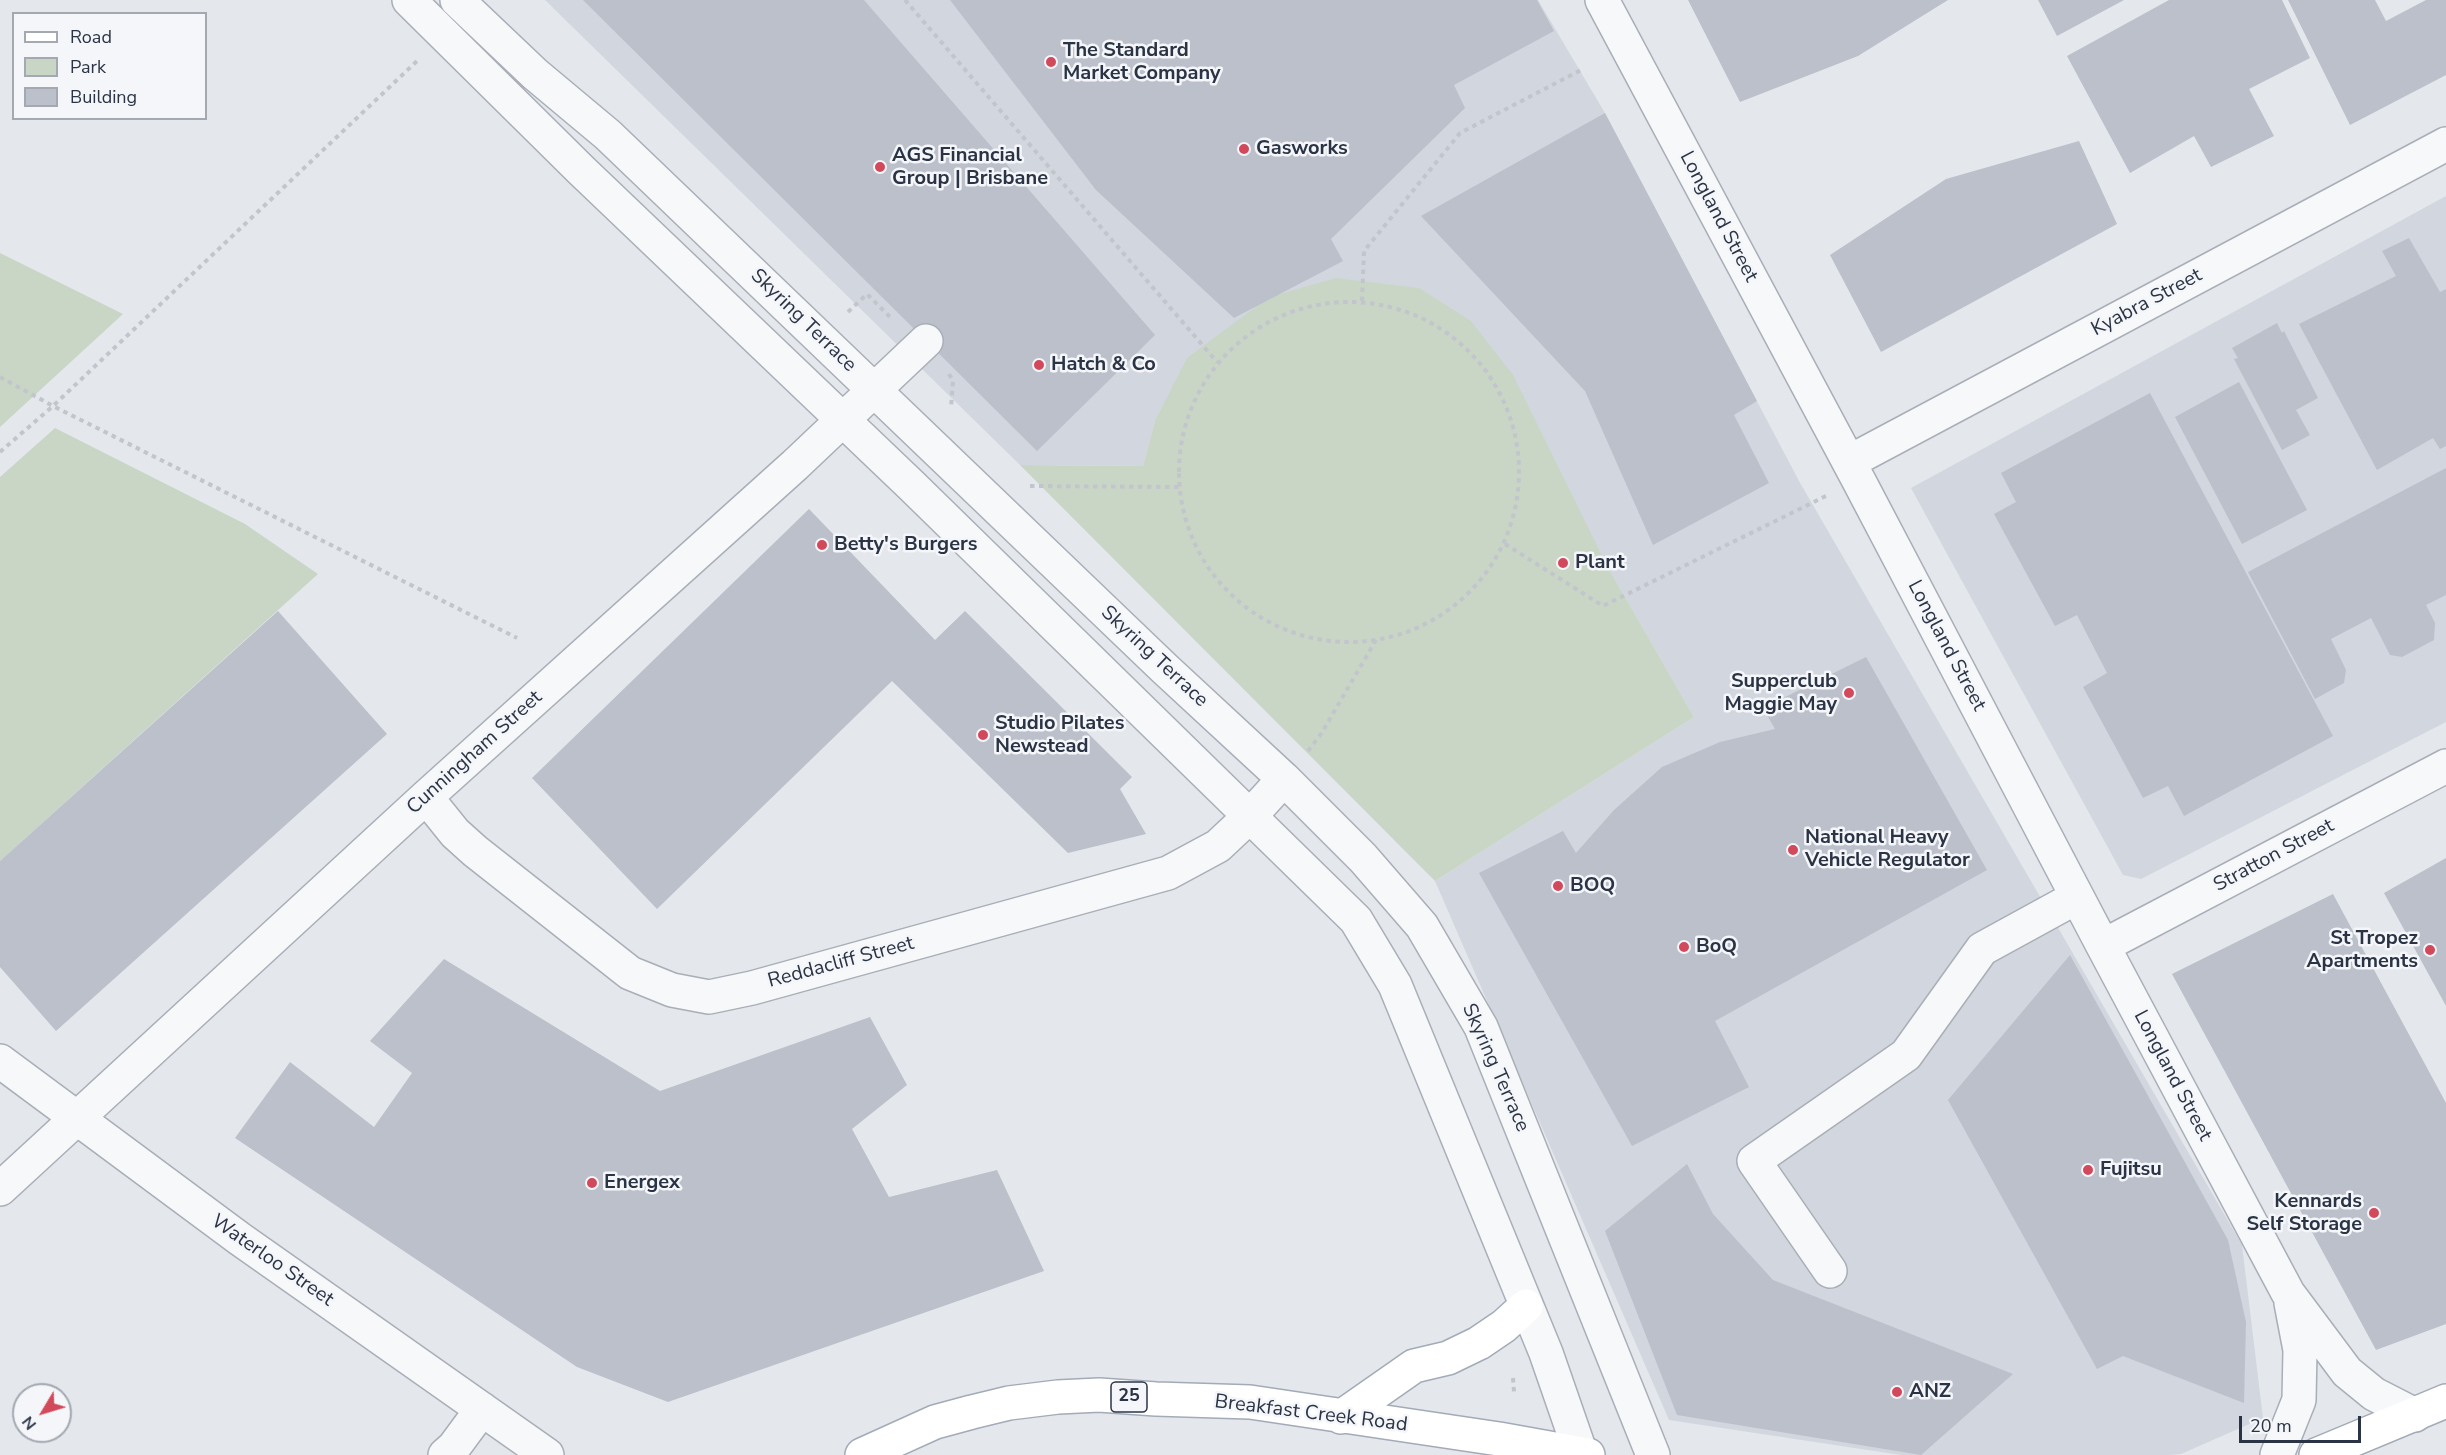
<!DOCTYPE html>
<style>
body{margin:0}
#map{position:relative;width:2446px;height:1455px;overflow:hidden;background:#e4e7ec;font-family:"Nunito Sans",sans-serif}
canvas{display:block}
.legend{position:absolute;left:12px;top:12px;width:195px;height:108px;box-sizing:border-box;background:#f4f6f9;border:2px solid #a4a8b1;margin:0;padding:8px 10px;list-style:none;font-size:18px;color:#2b3445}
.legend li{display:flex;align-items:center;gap:12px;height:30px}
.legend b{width:30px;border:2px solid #a4a8b1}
.north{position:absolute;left:12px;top:1383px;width:60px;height:60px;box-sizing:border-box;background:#f4f6f9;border:2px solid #a4a8b1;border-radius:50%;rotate:232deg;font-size:16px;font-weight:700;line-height:24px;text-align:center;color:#2b3445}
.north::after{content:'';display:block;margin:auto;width:21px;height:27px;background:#d1495b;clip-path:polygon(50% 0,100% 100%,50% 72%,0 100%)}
.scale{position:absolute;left:2239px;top:1416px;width:122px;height:27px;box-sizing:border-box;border:3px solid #2b3445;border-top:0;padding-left:8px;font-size:18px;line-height:21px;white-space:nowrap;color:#2b3445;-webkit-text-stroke:4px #f4f6f9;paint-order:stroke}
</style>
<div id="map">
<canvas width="2446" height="1455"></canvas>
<ul class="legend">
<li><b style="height:8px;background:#fff"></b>Road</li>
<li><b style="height:16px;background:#c9d6c5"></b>Park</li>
<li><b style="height:16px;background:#bbc0ca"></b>Building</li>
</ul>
<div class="north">N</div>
<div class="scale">20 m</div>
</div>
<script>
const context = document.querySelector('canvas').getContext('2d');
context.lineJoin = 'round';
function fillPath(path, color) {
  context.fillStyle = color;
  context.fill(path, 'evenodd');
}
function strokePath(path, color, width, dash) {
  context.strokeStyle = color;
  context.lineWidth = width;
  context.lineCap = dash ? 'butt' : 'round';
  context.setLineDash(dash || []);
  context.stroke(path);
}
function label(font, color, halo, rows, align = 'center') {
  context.font = font + ' "Nunito Sans",sans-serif';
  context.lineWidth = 5;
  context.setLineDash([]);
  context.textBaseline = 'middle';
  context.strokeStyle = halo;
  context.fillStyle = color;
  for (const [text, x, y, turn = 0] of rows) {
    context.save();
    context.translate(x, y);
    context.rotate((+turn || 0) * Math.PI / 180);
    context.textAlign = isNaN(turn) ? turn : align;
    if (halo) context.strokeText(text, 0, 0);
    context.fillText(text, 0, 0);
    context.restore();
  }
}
const built = new Path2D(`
 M545 0H1538L1605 113 1799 481 2242 1245 2263 1418 2181 1454 2168 1455H1901L1669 1420 1435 881 1694 717 1606 564 1155 421 1143 466 1020 465Z
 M2446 196V722L2141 879 2123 875 1911 488Z`);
const green = new Path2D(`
 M0 253 123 314 0 427Z
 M1336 278 1419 288 1471 321 1513 375 1606 564 1694 717 1435 881 1020 465 1143 466 1155 421 1187 358 1269 297Z
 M55 428 245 524 318 574 0 861V477Z`);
const building = new Path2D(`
 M583 0H864L1155 335 1037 451Z
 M950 0H1537L1554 31 1454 85 1465 108 1331 239 1343 261 1234 318 1096 190Z
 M1688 0H1948L1858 56 1740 102Z
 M2038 0H2124L2057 36Z
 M2169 0H2282L2310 58 2249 89 2274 136 2211 167 2194 136 2130 173 2067 56Z
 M2288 0H2375L2386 21 2426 0H2446V75L2350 125Z
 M1605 113 1757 401 1734 415 1769 483 1653 545 1585 391 1421 216Z
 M2079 141 2117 224 1881 352 1830 255 1946 179Z
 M2409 238 2440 292 2446 289V446L2440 449 2433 438 2377 470 2299 324 2396 276 2382 251Z
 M2277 323 2282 333 2284 331 2318 398 2296 410 2310 435 2282 450 2234 359 2238 358 2232 348Z
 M2239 382 2307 510 2242 544 2175 417Z
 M2150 393 2333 736 2184 816 2168 786 2143 798 2083 687 2107 673 2077 615 2055 626 1994 514 2016 502 2001 473Z
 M2446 468V595L2426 605 2435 623 2434 640 2402 657 2390 655 2371 618 2331 639 2346 670 2344 683 2315 699 2248 572Z
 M809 509 935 640 965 611 1132 777 1120 789 1146 834 1068 853 892 681 657 909 532 778Z
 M278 611 387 734 56 1031 0 967V861Z
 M1866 657 1987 870 1715 1021 1749 1087 1632 1146 1479 873 1563 831 1576 853 1614 810 1662 767 1720 742 1775 729 1763 708Z
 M2446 858V1006L2384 893Z
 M2333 894 2446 1103V1324L2376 1350 2172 974Z
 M2070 955 2228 1240 2246 1322 2244 1403 2123 1356 2097 1369 1948 1100Z
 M444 959 660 1091 870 1017 907 1085 852 1129 889 1197 997 1170 1044 1271 668 1402 577 1367 235 1138 290 1062 374 1127 412 1073 370 1041Z
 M1687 1164 1713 1214 1773 1280 2013 1374 1921 1455 1677 1415 1605 1231Z`);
const path = new Path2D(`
 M905 0 1217 362
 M1362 301 1364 251 1460 133 1583 69
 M1179 472a170 170 0 1 1 340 0a170 170 0 1 1-340 0Z
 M848 312 867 294 890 317
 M949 374 953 381 951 408
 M0 377 53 406 517 638
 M0 452 53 406 417 61
 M1030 486 1179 487
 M1505 544 1603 606 1826 496
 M1308 751 1321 734 1376 640
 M1513 1378 1514 1392`);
const minor = new Path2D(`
 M409 0 581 170 911 485 1356 920 1395 985 1546 1353 1581 1454
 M457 0 535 74 608 135 1164 668 1284 779 1363 858 1422 926 1481 1027 1653 1455
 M1602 0 1859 481 2103 946 2288 1293 2347 1372 2374 1394 2415 1415
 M1849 462 2446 144
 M426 797 455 833 475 851 630 973 672 990 709 997 752 988 1168 873 1218 846 1251 815 1284 779
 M2103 946 2446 766
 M0 1061 240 1239 547 1455
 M0 1189 426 797 795 465 926 341
 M1830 1271 1754 1161 1906 1055 1982 949 2077 897
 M445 1455 454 1447 482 1409
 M2277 1455 2299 1400 2300 1350 2291 1303`);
const major = new Path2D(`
 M1341 1417 1414 1366 1448 1358 1479 1343 1504 1326 1526 1306
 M862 1455 935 1422 972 1412 1009 1403 1058 1397 1099 1395 1156 1399 1250 1402 1499 1439 1588 1455
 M2316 1455 2446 1401`);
const markers = [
 [1051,62,6,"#d1495b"],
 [1244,149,6,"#d1495b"],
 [880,167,6,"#d1495b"],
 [1039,365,6,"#d1495b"],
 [822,545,6,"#d1495b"],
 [1563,563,6,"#d1495b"],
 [1849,693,6,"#d1495b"],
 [983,735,6,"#d1495b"],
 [1793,850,6,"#d1495b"],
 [1558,886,6,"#d1495b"],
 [1684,947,6,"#d1495b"],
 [2430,950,6,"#d1495b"],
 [2088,1170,6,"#d1495b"],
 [592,1183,6,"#d1495b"],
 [2374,1213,6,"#d1495b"],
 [1897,1392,6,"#d1495b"]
];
const shields = [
 [1129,1397,36]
];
const shieldNames = [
 ["25",1129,1397]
];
const poiNames = [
 ["The Standard",1063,51],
 ["Market Company",1063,74],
 ["Gasworks",1256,149],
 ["AGS Financial",892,156],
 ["Group | Brisbane",892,179],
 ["Hatch & Co",1051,365],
 ["Betty's Burgers",834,545],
 ["Plant",1575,563],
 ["Supperclub",1837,682,"right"],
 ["Maggie May",1837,705,"right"],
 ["Studio Pilates",995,724],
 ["Newstead",995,747],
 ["National Heavy",1805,838],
 ["Vehicle Regulator",1805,861],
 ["BOQ",1570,886],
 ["St Tropez",2418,939,"right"],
 ["Apartments",2418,962,"right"],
 ["BoQ",1696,947],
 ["Fujitsu",2100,1170],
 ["Energex",604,1183],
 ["Kennards",2362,1202,"right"],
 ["Self Storage",2362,1225,"right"],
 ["ANZ",1909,1392]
];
const streetNames = [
 ["Longland Street",1718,217,62],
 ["Kyabra Street",2147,303,-28],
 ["Skyring Terrace",803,321,44],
 ["Longland Street",1946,646,62],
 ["Skyring Terrace",1154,657,43],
 ["Cunningham Street",475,753,-42],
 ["Stratton Street",2274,856,-28],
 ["Reddacliff Street",841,963,-15],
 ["Skyring Terrace",1495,1068,66],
 ["Longland Street",2172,1076,62],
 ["Waterloo Street",272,1261,35],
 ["Breakfast Creek Road",1311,1414,7]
];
fillPath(built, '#d2d6de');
fillPath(green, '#c9d6c5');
fillPath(building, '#bbc0ca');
strokePath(minor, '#a9aeb7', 36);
strokePath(major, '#a3abb8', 36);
strokePath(path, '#c2c5cb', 4, [4.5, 4.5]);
strokePath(minor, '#f7f8fa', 33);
strokePath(major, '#fff', 33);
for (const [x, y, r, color] of markers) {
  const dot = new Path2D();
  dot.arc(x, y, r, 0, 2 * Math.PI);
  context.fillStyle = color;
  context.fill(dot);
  strokePath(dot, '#f4f6f9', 2);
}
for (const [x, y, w] of shields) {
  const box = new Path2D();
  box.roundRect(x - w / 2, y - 15, w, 30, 4.5);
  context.fillStyle = '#f4f6f9';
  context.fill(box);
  strokePath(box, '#2b3445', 1.5);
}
label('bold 18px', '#2b3445', null, shieldNames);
label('bold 20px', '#2b3445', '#f4f6f9', poiNames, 'left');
label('20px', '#2b3445', '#f4f6f9', streetNames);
</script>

--

• Directions: Which of the lines above hold the string "function"? Copy each one.

• Answer space:
function fillPath(path, color) {
function strokePath(path, color, width, dash) {
function label(font, color, halo, rows, align = 'center') {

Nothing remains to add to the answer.